* _TASK DETAILS_
Print, in exact form, the lines below from the one containing "M 1539,410 L 1616,424" through the one containing "M 534,532 L 572,474", and omit all others.

* _DATA RECORDS_
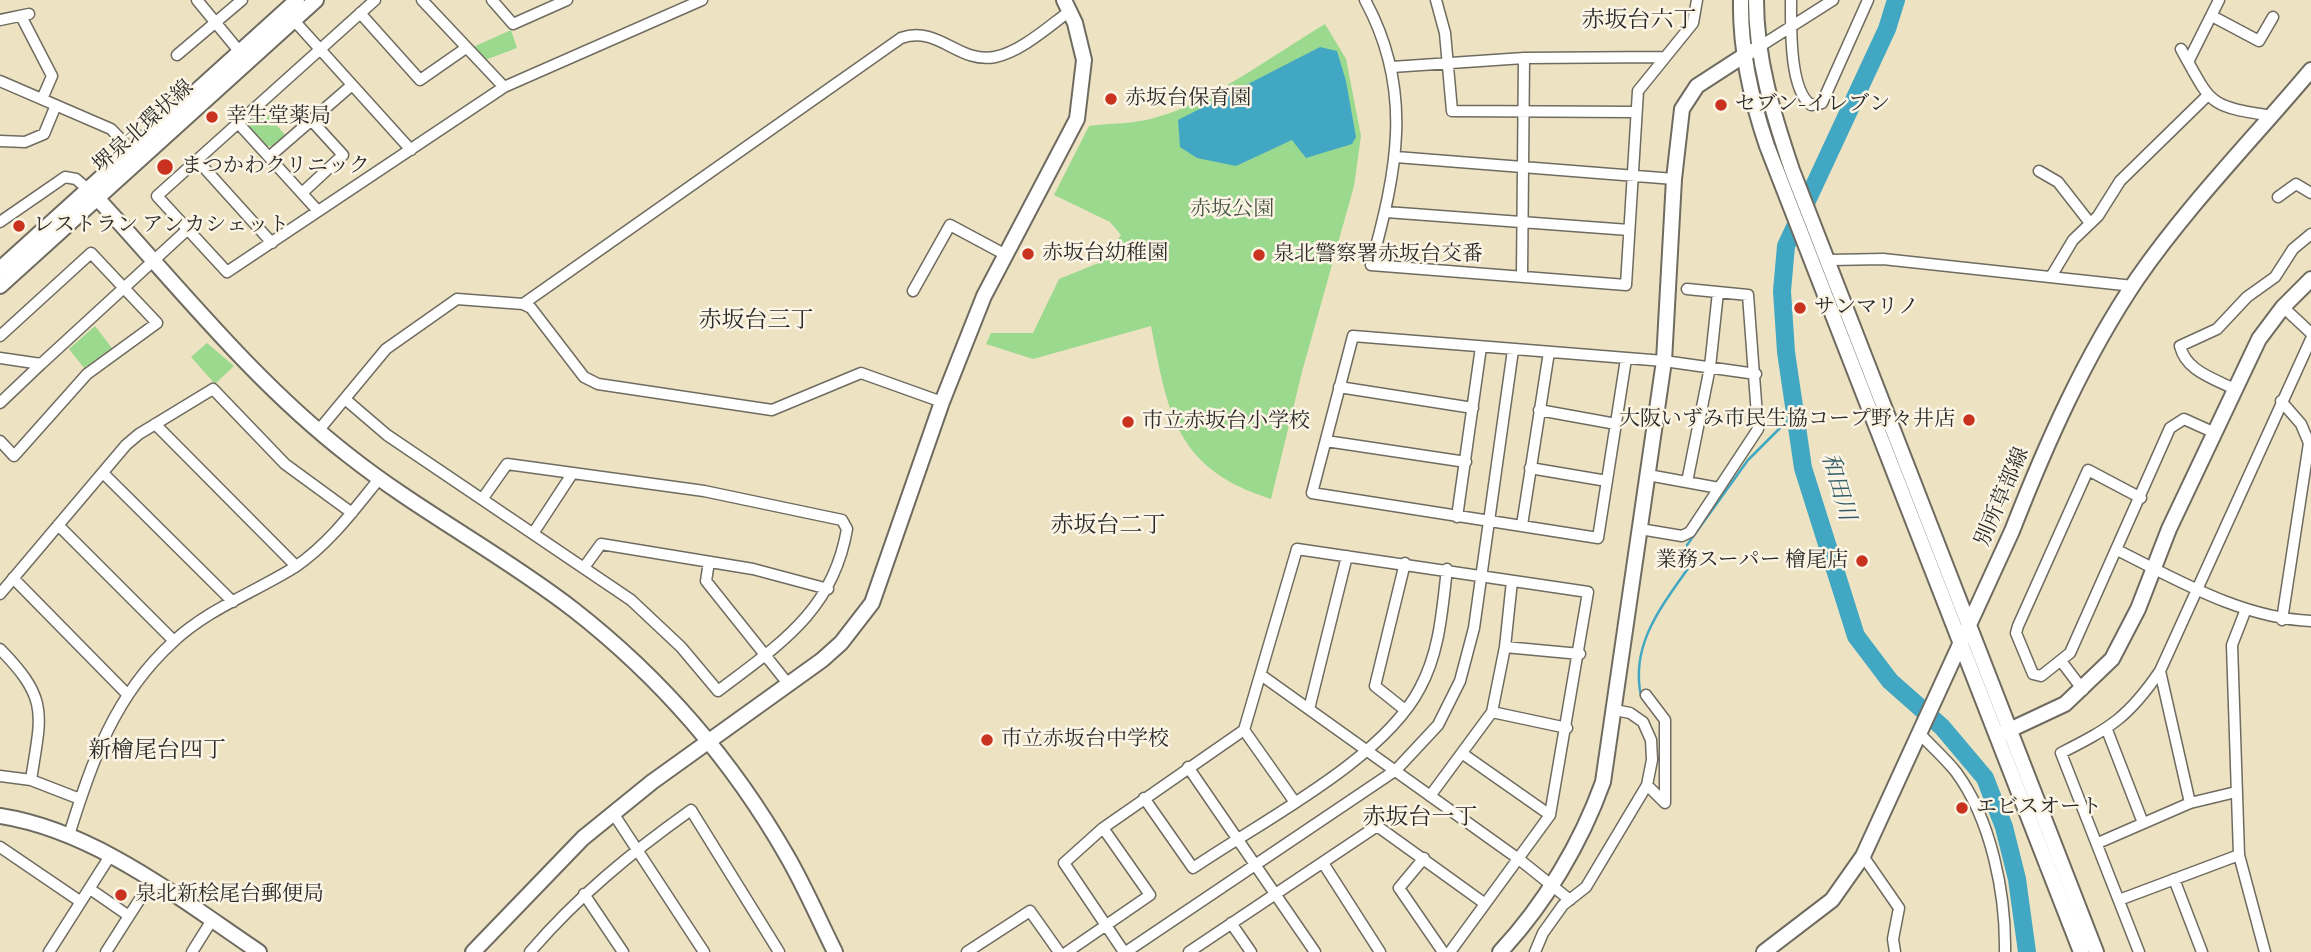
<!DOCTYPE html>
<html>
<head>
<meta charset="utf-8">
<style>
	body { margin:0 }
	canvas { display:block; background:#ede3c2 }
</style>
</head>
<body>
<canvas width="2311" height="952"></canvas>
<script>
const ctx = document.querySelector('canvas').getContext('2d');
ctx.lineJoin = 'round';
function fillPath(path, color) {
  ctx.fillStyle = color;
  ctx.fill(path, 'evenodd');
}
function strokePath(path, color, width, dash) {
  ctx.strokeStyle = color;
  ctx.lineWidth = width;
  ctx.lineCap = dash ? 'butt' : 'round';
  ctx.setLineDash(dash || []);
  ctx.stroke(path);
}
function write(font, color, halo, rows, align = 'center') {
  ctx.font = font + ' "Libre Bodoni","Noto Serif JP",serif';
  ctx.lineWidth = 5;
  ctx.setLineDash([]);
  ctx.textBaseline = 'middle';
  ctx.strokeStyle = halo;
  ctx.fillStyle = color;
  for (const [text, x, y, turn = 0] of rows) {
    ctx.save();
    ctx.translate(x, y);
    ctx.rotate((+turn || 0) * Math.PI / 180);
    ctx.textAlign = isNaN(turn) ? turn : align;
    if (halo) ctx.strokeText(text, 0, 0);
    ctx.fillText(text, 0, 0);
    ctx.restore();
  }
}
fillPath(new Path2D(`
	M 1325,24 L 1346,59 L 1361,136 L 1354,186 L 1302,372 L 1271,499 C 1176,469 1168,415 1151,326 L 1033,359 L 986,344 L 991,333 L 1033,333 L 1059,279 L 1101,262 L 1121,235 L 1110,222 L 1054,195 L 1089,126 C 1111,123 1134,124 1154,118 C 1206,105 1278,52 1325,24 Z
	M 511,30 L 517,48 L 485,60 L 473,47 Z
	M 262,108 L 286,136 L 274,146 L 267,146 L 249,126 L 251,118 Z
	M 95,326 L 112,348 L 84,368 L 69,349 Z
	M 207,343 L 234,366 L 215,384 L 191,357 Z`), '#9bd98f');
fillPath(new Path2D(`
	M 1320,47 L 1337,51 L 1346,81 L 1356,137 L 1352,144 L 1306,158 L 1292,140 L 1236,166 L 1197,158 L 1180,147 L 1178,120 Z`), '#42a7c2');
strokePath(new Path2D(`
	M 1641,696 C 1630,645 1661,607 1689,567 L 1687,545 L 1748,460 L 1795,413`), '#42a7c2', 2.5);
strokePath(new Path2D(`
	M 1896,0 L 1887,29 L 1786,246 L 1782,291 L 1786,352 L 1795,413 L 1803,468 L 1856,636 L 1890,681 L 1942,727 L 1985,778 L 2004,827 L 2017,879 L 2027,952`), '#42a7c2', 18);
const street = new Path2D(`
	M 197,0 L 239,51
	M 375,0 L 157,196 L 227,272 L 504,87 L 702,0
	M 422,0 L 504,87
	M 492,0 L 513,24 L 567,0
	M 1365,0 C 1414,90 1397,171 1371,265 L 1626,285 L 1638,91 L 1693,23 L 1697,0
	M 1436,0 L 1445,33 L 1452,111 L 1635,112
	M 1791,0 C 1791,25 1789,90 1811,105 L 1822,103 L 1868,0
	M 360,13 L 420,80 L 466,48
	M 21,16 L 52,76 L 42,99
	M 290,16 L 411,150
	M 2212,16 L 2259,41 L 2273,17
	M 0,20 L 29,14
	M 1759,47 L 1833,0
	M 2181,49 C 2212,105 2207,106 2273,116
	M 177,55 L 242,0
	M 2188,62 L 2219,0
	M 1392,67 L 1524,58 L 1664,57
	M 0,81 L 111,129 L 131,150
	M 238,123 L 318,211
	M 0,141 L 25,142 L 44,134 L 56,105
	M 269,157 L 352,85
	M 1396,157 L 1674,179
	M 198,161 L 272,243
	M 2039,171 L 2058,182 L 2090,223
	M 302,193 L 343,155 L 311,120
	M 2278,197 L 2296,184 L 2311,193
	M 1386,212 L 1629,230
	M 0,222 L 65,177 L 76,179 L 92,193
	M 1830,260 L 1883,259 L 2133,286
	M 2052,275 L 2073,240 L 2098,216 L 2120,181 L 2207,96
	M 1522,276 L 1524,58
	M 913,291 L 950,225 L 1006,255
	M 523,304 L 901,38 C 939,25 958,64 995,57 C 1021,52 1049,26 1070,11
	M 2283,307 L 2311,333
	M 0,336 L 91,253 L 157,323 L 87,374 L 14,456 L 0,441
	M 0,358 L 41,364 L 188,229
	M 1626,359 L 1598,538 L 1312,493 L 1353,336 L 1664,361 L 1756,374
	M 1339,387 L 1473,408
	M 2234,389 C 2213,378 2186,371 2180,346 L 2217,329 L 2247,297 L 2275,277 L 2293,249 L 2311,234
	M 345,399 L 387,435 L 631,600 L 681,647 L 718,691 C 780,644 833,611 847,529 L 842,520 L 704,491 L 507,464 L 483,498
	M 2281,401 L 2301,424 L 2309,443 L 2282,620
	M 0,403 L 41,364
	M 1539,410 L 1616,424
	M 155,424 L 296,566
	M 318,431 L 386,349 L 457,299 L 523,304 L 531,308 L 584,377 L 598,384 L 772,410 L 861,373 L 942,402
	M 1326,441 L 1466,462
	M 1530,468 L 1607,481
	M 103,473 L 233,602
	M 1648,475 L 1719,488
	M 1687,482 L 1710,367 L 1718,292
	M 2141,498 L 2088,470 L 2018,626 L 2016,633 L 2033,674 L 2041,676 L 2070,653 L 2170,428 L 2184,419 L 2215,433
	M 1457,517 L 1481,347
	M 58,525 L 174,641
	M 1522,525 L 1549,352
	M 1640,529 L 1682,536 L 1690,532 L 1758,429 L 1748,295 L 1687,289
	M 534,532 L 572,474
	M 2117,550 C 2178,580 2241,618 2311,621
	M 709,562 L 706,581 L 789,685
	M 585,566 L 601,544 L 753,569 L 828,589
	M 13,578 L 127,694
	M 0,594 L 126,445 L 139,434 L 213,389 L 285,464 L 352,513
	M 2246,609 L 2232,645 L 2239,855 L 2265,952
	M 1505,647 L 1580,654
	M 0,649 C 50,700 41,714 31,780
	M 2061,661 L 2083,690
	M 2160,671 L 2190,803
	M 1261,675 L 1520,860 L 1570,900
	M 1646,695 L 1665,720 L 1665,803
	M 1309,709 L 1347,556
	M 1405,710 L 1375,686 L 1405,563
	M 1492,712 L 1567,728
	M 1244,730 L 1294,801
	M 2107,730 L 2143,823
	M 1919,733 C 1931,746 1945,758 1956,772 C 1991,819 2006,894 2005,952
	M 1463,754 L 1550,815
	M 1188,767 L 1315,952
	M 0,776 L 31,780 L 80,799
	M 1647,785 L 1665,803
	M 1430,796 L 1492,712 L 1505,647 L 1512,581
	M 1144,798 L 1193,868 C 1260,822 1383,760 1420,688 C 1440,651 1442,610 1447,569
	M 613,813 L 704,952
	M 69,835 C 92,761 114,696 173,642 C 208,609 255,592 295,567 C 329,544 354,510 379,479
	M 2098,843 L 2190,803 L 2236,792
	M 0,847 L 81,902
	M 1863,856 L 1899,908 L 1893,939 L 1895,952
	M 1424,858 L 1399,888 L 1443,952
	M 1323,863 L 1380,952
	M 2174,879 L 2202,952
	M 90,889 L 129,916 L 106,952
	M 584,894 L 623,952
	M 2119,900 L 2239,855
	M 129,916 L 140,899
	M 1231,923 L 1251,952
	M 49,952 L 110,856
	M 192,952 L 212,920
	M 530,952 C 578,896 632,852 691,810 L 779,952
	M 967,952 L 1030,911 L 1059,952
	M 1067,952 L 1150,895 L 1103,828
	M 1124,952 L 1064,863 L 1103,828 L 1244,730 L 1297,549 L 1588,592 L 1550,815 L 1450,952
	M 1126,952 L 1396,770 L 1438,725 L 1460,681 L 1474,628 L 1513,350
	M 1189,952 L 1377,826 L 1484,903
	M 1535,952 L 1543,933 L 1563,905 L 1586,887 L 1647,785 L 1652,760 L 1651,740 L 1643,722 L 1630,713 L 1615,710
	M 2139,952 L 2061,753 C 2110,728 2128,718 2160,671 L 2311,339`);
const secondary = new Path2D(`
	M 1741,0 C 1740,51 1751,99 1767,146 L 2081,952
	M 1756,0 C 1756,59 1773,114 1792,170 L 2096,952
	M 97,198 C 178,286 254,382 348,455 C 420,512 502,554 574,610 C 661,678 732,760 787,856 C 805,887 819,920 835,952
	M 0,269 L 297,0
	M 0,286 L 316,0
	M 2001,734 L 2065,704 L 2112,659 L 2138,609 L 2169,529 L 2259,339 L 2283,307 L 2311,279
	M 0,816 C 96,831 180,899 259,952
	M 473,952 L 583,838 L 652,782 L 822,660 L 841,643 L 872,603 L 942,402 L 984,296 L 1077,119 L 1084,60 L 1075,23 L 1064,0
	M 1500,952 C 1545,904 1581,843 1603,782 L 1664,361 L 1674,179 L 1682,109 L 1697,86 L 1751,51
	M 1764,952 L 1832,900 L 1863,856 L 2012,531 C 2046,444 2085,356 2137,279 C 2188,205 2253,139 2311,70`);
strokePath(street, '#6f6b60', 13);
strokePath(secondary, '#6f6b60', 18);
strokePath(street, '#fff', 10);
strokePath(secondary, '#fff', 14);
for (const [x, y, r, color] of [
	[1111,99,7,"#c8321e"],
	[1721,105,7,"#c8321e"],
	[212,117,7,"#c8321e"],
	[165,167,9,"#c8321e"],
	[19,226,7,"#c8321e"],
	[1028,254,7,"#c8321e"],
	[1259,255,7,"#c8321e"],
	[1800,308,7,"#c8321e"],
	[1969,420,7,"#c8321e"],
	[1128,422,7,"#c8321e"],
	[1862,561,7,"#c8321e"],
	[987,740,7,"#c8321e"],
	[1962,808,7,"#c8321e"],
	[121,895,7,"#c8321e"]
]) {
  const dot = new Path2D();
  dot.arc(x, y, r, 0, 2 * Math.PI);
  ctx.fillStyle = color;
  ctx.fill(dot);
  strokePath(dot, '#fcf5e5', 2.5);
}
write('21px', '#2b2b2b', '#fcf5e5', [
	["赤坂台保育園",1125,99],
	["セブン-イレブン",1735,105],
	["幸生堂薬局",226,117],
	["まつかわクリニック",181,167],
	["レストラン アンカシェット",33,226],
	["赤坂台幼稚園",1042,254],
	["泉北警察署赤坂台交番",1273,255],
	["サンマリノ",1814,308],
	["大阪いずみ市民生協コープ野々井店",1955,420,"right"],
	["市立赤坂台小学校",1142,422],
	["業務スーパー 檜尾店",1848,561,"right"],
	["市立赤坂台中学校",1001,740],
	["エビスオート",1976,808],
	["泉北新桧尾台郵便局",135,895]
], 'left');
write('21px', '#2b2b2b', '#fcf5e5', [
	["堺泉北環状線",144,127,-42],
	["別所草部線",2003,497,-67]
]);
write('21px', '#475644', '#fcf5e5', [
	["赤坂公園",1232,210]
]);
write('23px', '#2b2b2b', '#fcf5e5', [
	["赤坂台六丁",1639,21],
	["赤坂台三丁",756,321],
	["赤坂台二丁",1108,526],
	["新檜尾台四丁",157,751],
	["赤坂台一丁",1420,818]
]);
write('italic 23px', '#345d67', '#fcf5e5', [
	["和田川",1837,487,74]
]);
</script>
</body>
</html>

* _WRITTEN SOLUTION_
	M 1539,410 L 1616,424
	M 155,424 L 296,566
	M 318,431 L 386,349 L 457,299 L 523,304 L 531,308 L 584,377 L 598,384 L 772,410 L 861,373 L 942,402
	M 1326,441 L 1466,462
	M 1530,468 L 1607,481
	M 103,473 L 233,602
	M 1648,475 L 1719,488
	M 1687,482 L 1710,367 L 1718,292
	M 2141,498 L 2088,470 L 2018,626 L 2016,633 L 2033,674 L 2041,676 L 2070,653 L 2170,428 L 2184,419 L 2215,433
	M 1457,517 L 1481,347
	M 58,525 L 174,641
	M 1522,525 L 1549,352
	M 1640,529 L 1682,536 L 1690,532 L 1758,429 L 1748,295 L 1687,289
	M 534,532 L 572,474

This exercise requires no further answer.